Il y a deux mois de cela, j’ai été invité à venir à Nairobi délivrer un petit discours de motivation dans un atelier organisé par l’Union africaine. Finalement, je n’y suis pas allé, l’UA ne m’ayant ni envoyé de billet d’avion, ni expliqué pourquoi la chose était finalement tombée à l’eau. Lorsque j’en ai parlé à des gens, j’ai eu deux sortes d’explication, dont l’une m’a un peu surpris. La première, qui est sans doute correcte, dit que l’atelier a sans doute été annulé ou reporté et les logisticiens de l’UA sont trop incompétents pour bien communiquer là-dessus (mes recherches en ligne n’indiquent en effet pas de tenue d’un tel atelier). L’autre explication est paranoïaque : elle vient d’un Sénégalais et d’un Béninois rencontrés à Dakar et qui sont persuadés que c’est un « coup des anglophones » pour m’évincer. Je leur fis remarquer qu’il n’y avait rien pour quoi m’évincer, puisque je n’avais même pas demandé à participer à la chose (j’avais reçu l’invitation par email sans même qu’on me donne une explication de où on avait appris mon existence) et que d’ailleurs toute notre correspondance était en anglais – rien n’y fit. J’étais tout de même un surpris de cette imagination, même si j’avais écrit, il y a quelques années, un essai des « Anglos et des Francos » que je débutai ainsi :

« Sur la fin du XVIIIeme siècle, et jusque tard dans le XIXeme siècle, la population blanche des Etats-Unis d’Amérique était dominée à parité ou presque par deux groupes européens, les Anglais et les Allemands. Ces deux groupes, bien que proches cousins dans leur langue, leur religion et la plupart de leurs coutumes et caractères ethniques, étaient cependant nettement distincts, nourrissaient des préjugés différents et s’éduquaient le premier à travers ses relations avec l’Angleterre, le second à travers ses relations avec l’Allemagne. Chacun de ces groupes était de soi si important que la question de savoir quelle langue, l’anglaise ou l’allemande, le gouvernement fédéral devait favoriser, se posa. Selon la tradition, George Washington trancha en faveur de l’anglais, bien que certains laissaient entendre qu’il était plus équitable et plus pratique de favoriser également les deux langues. Washington choisit l’anglais puisqu’il était déjà la langue majoritaire de l’élite dirigeante du pays. Mais s’il rejeta spécifiquement la solution du bilinguisme, c’était pour éviter de reproduire et pour ainsi dire d’importer, aux Etats-Unis, les rivalités, jalousies et susceptibilités qui existent entre les nations européennes sur le Vieux Continent. Il ne voulait pas des divisions que nourriraient les préjugés culturels qui existaient nécessairement même entre deux peuples aussi proches l’un de l’autre que l’anglais et l’allemand.

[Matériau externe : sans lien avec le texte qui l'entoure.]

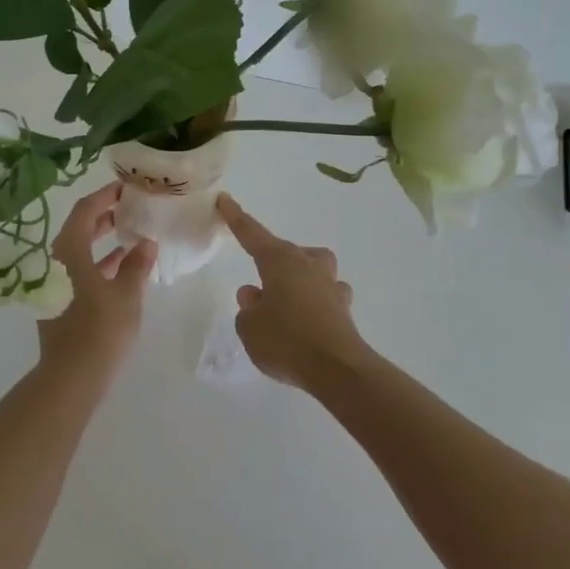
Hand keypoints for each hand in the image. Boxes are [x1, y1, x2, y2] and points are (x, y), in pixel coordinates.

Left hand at [36, 182, 157, 382]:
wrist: (71, 378)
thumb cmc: (100, 330)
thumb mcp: (126, 294)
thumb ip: (136, 265)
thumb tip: (146, 243)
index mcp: (69, 251)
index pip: (85, 210)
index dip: (105, 196)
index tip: (126, 187)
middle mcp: (56, 261)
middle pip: (79, 228)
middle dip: (104, 215)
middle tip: (130, 206)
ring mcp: (55, 282)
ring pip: (79, 250)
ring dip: (102, 239)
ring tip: (130, 230)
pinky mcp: (60, 300)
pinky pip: (80, 269)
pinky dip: (99, 262)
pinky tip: (121, 264)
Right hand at [216, 193, 370, 388]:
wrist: (337, 369)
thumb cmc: (286, 341)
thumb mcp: (250, 328)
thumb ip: (248, 310)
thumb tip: (257, 297)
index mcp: (280, 262)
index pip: (252, 234)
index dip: (236, 218)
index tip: (225, 200)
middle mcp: (308, 266)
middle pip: (288, 252)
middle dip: (273, 261)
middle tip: (259, 288)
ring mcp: (330, 286)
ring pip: (314, 269)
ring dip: (300, 278)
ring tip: (285, 302)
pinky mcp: (344, 309)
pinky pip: (326, 296)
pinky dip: (315, 303)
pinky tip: (307, 321)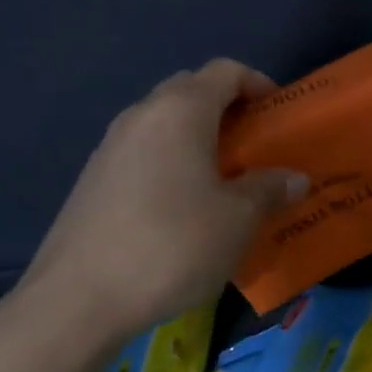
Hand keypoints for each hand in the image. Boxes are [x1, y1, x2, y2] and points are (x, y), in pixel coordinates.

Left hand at [18, 60, 308, 339]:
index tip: (280, 114)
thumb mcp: (239, 219)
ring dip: (199, 138)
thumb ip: (270, 189)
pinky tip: (186, 207)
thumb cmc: (173, 245)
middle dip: (228, 109)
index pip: (225, 71)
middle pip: (191, 90)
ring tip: (226, 179)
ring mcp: (110, 147)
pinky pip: (145, 153)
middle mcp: (142, 116)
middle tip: (256, 146)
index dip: (258, 84)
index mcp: (181, 111)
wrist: (77, 300)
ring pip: (165, 123)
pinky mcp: (93, 180)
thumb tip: (294, 178)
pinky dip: (173, 162)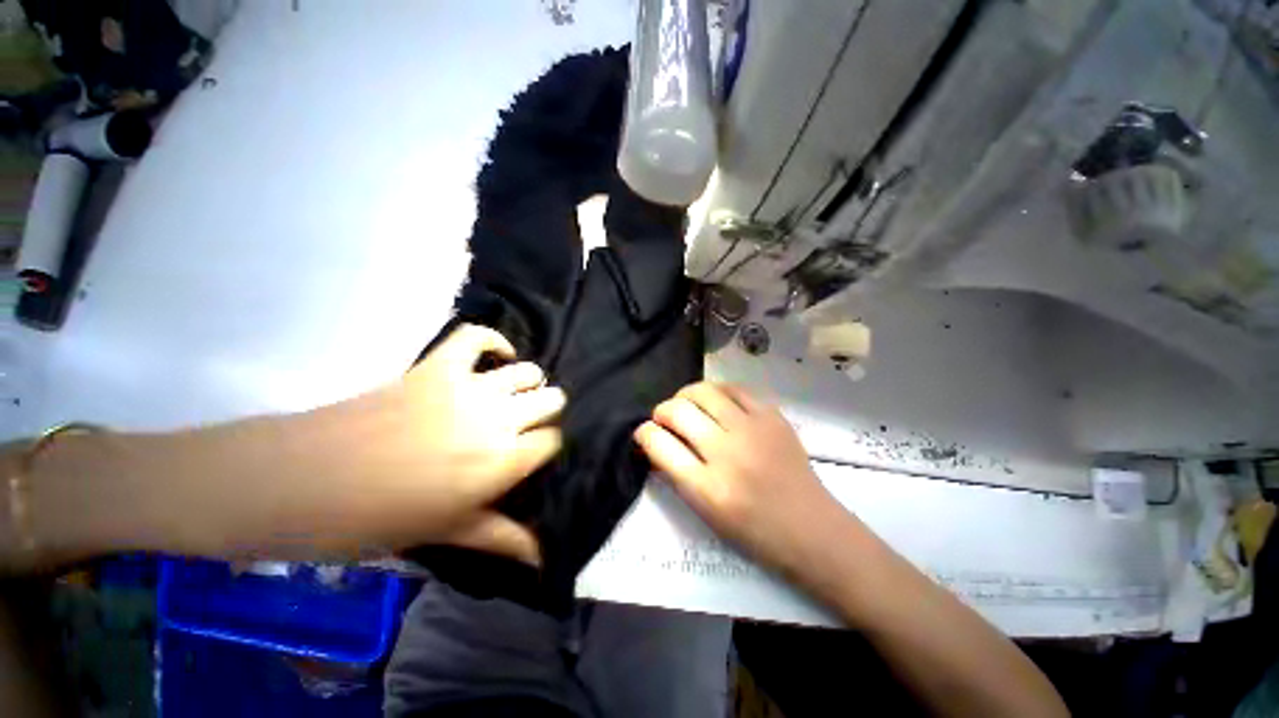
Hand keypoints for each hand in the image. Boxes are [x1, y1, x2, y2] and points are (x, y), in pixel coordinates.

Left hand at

Cette sagesse de l’homme d’Etat américain devrait d’autant plus nous inspirer, sur le continent africain, que nous ne sommes même pas d’origine européenne. Cependant, il n’est pas difficile de remarquer que la grande division qui existe entre nous, Africains, et cela apparemment de plus en plus, est cette ligne de partage héritée de la colonisation entre Anglophones et Francophones (les Lusophones et Hispanophones restant des minorités souvent acquises à leurs voisins). Nous reproduisons non pas seulement les préjugés des Français sur les Anglais et vice versa, mais nous adoptons même, pour nous définir, les théories coloniales élaborées par nos anciens maîtres, comme si elles avaient vraiment eu une réalité palpable. Combien de fois n’ai-je pas entendu des Anglophones, depuis un grand intellectuel doté du prix Nobel de littérature comme Wole Soyinka, jusqu’à mon ami cordonnier nigérian à Dakar, Austin, faire allusion, non sans une légère touche de condescendance britannique, au « programme d’assimilation » qui aurait fait de nous d’insupportables petits Français. De notre côté, nous ne manquons pas de croire, avec une envie toute française en effet, que les Anglophones auraient reçu de leurs anciens maîtres des leçons de pragmatisme et d’autonomie qui nous manqueraient cruellement – envie nuancée cependant par l’impression que nous autres rejetons du pays des Lumières, du champagne et de la finesse d’esprit sommes tout de même plus civilisés que les grossiers Afro-saxons. »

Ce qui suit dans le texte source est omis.